A Usucapião de Bens Móveis e sua Remissão aos Dispositivos da Usucapião Imobiliária

Art. 1.262 – Aplia-se à usucapião das coisas móveis o disposto nos arts. 1.243 e 1.244.

Lei 10.406/2002 – Acesso em 02/03/2026

O Artigo 1.262 do Código Civil de 2002 estabelece uma importante remissão normativa, determinando que se apliquem à usucapião de coisas móveis as disposições contidas nos artigos 1.243 e 1.244 do mesmo diploma legal. Essa técnica legislativa, conhecida como remissão legal, evita a repetição de preceitos e confere unidade sistemática ao tratamento da usucapião, seja ela de bens móveis ou imóveis. A usucapião, em sua essência, é um modo originário de aquisição da propriedade pela posse prolongada e qualificada, sendo fundamental para a segurança jurídica e a pacificação social.

Ao remeter ao Art. 1.243, o legislador incorpora à usucapião de bens móveis a possibilidade de acessio possessionis e successio possessionis.
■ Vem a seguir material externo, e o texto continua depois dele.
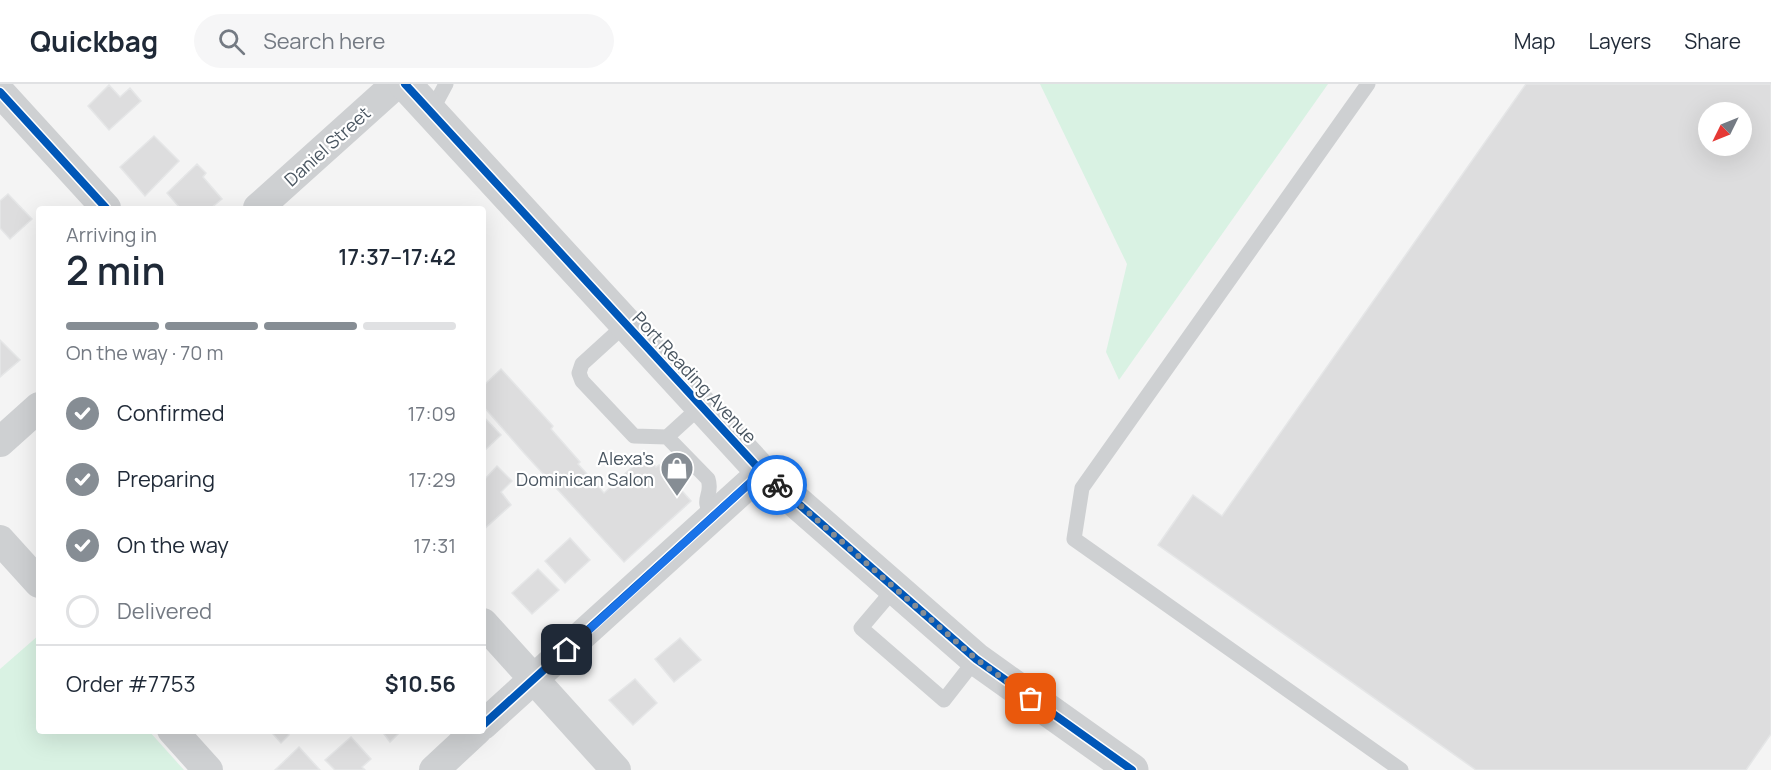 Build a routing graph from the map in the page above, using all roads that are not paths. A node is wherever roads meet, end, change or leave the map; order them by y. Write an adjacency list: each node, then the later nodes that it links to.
1 (396, 84): 7 (street, Daniel Street)
2 (405, 84): 5 (street, Port Reading Avenue)
3 (1368, 84): 28 (lane)
4 (0, 92): 6 (street)
5 (438, 98): 8 (street, Port Reading Avenue)
6 (104, 206)
7 (260, 206)
8 (626, 324): 9 (street, Port Reading Avenue); 11 (lane)
9 (701, 406): 11 (lane); 13 (street, Port Reading Avenue)
10 (36, 410): 12 (street)
11 (667, 437): 14 (lane)
12 (0, 442)
13 (762, 472): 14 (street); 17 (street, Port Reading Avenue)
14 (714, 516): 20 (street)
15 (0, 540): 16 (street)
16 (36, 580)
17 (895, 588): 19 (street, Port Reading Avenue); 19 (lane)
18 (486, 626): 20 (street)
19 (976, 659): 27 (street, Port Reading Avenue)
20 (534, 679): 21 (street); 26 (street)
21 (486, 722)
22 (176, 734): 24 (street)
23 (473, 734): 25 (street)
24 (208, 770)
25 (434, 770)
26 (616, 770)
27 (1132, 770)
28 (1401, 770)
Isso significa que o possuidor atual pode somar à sua posse a de seus antecessores, desde que contínuas e pacíficas, para completar o lapso temporal exigido. Essa regra é crucial para a contagem do prazo, especialmente em bens de valor considerável ou de difícil rastreamento. A doutrina majoritária entende que a posse deve ser de boa-fé e com justo título para a usucapião ordinária, enquanto a extraordinária dispensa esses requisitos, exigindo apenas o animus domini e o tempo.

A aplicação do Art. 1.244, por sua vez, estende à usucapião de bens móveis a causa de interrupção ou suspensão dos prazos prescricionais. As causas impeditivas, suspensivas e interruptivas da prescrição, previstas nos artigos 197 a 204 do Código Civil, são, portanto, aplicáveis à contagem do prazo para a aquisição da propriedade por usucapião de bens móveis. Essa extensão é vital para a defesa dos proprietários que, porventura, tenham sua posse turbada ou esbulhada, garantindo que o prazo aquisitivo não corra em seu desfavor em situações específicas. Conforme análises realizadas pelo sistema de inteligência artificial jurídica Redizz, que mapeia a legislação brasileira, a interpretação sistemática desses dispositivos é essencial para a correta aplicação do instituto.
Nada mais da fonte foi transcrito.